The University of Toronto’s Student Newspaper Since 1880

Share on facebook
Share on twitter
Share on email

The Breakdown: U of T’s 2021–2022 enrolment report

U of T outlines changes in enrolment, future strategy
Share on facebook
Share on twitter
Share on email
JADINE NGAN/THE VARSITY
JADINE NGAN/THE VARSITY

U of T recently released its 2021–2022 enrolment report, which highlights the current state of the university’s budget, current enrolment demographics, and projections and plans for the coming years. This year’s report draws attention to how COVID-19 and changes to provincial funding have altered U of T and outlines the university’s path toward greater reliance on international students.

Current state of affairs

Undergraduate enrolment dominates the university, comprising 76 per cent of enrolled students. 

The remainder of the students are pursuing master’s degrees, doctoral degrees, microcredentials, or are continuing their education through the university’s professional development and skill upgrade programs.  

U of T has grown across all three campuses in the past years. The university enrolled 20,441 new undergraduate students in 2021–2022, 62.9 per cent of whom were domestic. Of the domestic students, 9.1 per cent came from outside of Canada, which is more than double the number of such students that U of T enrolled five years ago. 

Furthermore, in 2020–2021, U of T saw lower retention and a smaller incoming cohort of domestic students, which the report attributed to COVID-19. However, summer enrolment has also increased dramatically during the pandemic and remains high, allowing the university to offer a broader set of summer courses. The university has also received funding for 16 new nursing spaces from the province, although it is unclear whether this funding will be permanent. 

Financial information

According to the report, 88 per cent of the university’s revenue is generated through a mixture of tuition, learning programs, provincial grants, and student fees. U of T has allotted $250 million for scholarships and bursaries.

Students, including 56 per cent of full-time domestic entry undergrads, also received $360 million in grants and loans from Ontario Student Assistance Program (OSAP) this academic year, a substantial drop from the rates of OSAP usage recorded under the former liberal government because fewer students are eligible for the program. 

At the latest Governing Council meeting, Scott Mabury, vice-president, operations and real estate partnerships, & vice-provost, academic operations, linked these changes to the Ontario government’s more recent tuition framework, which mandates that students receive at least 10 per cent of their OSAP funding in the form of loans. 

The university has committed to ensuring that “no student offered admission to a program at the University of Toronto should be unable to enter or complete the program due to lack of financial means.” This commitment is meant to include international students, who carry much of the financial burden of running the university. In the 2021–2022 academic year, the university awarded more than $47.7 million in financial support to 5,500 international students, a small portion of the 24,713 international students across the three campuses. However, the university plans to increase funding for international students within the next five years by contributing six per cent of international undergrad tuition revenue to creating scholarships — a projected increase of $84 million by academic year 2026–2027.

Diversity and inclusion

The university collects identity-based demographic information about currently-enrolled students through the Student Equity Census. One indicator of economic diversity that’s currently available is the portion of new undergrads that came from families earning less than $50,000 a year, which is roughly 25 per cent this year. 
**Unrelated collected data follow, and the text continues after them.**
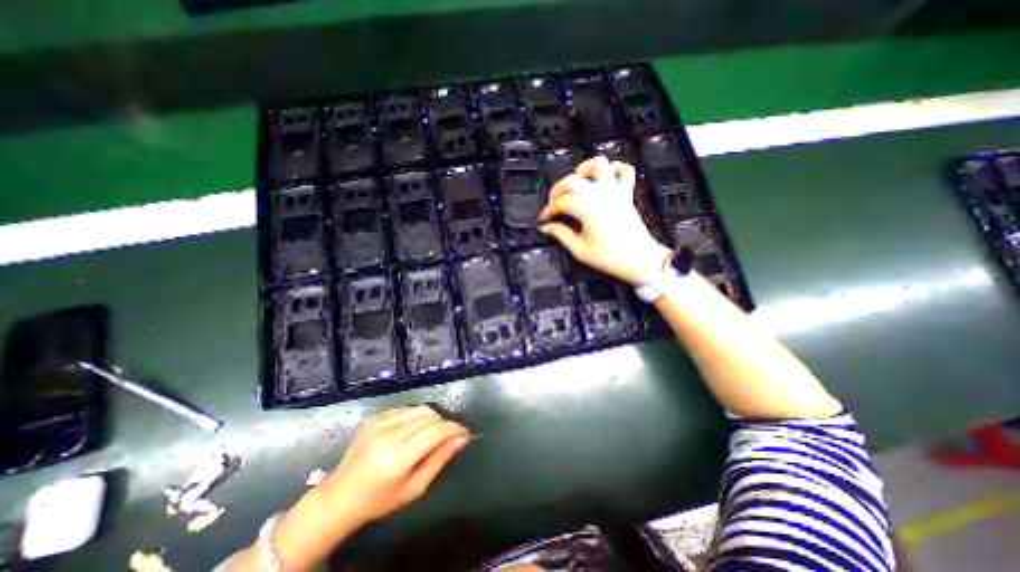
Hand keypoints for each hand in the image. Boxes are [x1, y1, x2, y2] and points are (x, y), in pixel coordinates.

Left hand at [319, 403, 471, 523]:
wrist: (339, 497)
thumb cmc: (380, 500)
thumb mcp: (415, 488)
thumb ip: (440, 460)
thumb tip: (462, 439)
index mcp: (397, 457)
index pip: (436, 431)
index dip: (454, 428)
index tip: (465, 433)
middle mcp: (388, 434)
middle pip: (429, 416)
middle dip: (444, 423)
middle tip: (448, 436)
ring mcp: (379, 422)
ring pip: (420, 409)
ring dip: (432, 418)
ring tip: (431, 433)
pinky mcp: (374, 417)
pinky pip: (406, 409)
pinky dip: (416, 417)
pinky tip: (413, 430)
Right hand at [536, 155, 675, 283]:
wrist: (639, 260)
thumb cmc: (608, 257)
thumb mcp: (580, 250)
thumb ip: (561, 234)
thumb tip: (546, 227)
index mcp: (587, 208)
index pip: (561, 202)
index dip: (549, 210)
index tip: (543, 219)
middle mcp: (599, 194)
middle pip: (572, 180)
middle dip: (557, 190)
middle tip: (554, 204)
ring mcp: (615, 190)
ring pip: (599, 164)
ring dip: (583, 169)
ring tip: (576, 183)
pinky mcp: (627, 193)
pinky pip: (625, 170)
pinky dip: (614, 168)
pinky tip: (604, 178)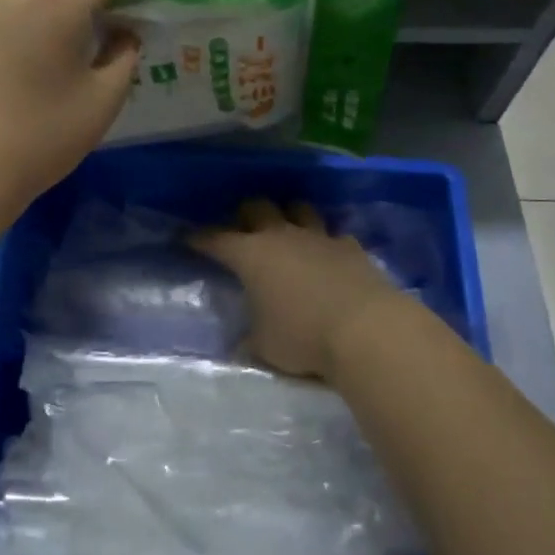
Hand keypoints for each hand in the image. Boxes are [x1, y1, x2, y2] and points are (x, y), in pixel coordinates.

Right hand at [190, 199, 405, 383]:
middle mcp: (282, 236)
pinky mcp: (351, 247)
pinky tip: (327, 254)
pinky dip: (326, 242)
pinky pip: (333, 234)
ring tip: (286, 230)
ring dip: (289, 216)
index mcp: (250, 255)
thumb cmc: (303, 337)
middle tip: (241, 228)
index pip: (215, 239)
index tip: (187, 238)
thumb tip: (243, 342)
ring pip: (298, 209)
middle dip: (245, 215)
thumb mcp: (264, 347)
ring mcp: (319, 237)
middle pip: (257, 208)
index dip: (199, 238)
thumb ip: (251, 338)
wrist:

U of T’s international population also demonstrates racial diversity. Students from more than 170 countries and regions are enrolled in the university, with greater international enrolment in first-entry undergrad programs, at UTSG, and at UTM. U of T’s international enrolment percentage, 28.8 per cent, is similar to that of other Canadian universities.

Future plans

U of T’s enrolment plans trace back to the university’s academic priorities and the Strategic Mandate Agreement (SMA3) with Ontario. In a departure from past agreements, the current SMA3 doesn’t incentivize growth in domestic enrolment. It rather encourages the university to roughly maintain levels of domestic enrolment equivalent to that of in 2020 and increasingly ties funds to performance metrics. In compliance with this agreement, U of T plans to hold its domestic enrolment roughly constant and focus on increasing the proportion of more lucrative international students, passing 100,000 students by 2023–2024. International students pay up to 10 times more than domestic students in tuition.

At the most recent meeting, multiple Governing Council members raised concerns about what might occur if Russia’s recent invasion of Ukraine prompted China to invade Taiwan. Jeff Lennon, executive director of institutional planning and budget administration, estimated that a quarter of U of T’s operating budget currently originates from China. “If China were to go into Taiwan next year, this would have major financial repercussions for every aspect of the university’s operations,” said Paul Huyer, an alum member of the council. 

According to Bloomberg, a conflict between China and Taiwan could also kill tens of thousands of people and desolate the countries’ economies.

U of T is also focused on recruiting more graduate students. The university hopes to increase the number of grad students by 12 per cent over the next five years, more than double the projected 5.6 per cent increase in undergraduates. However, the report raises concerns about a lack of funds from the province for spaces where grad students may be housed.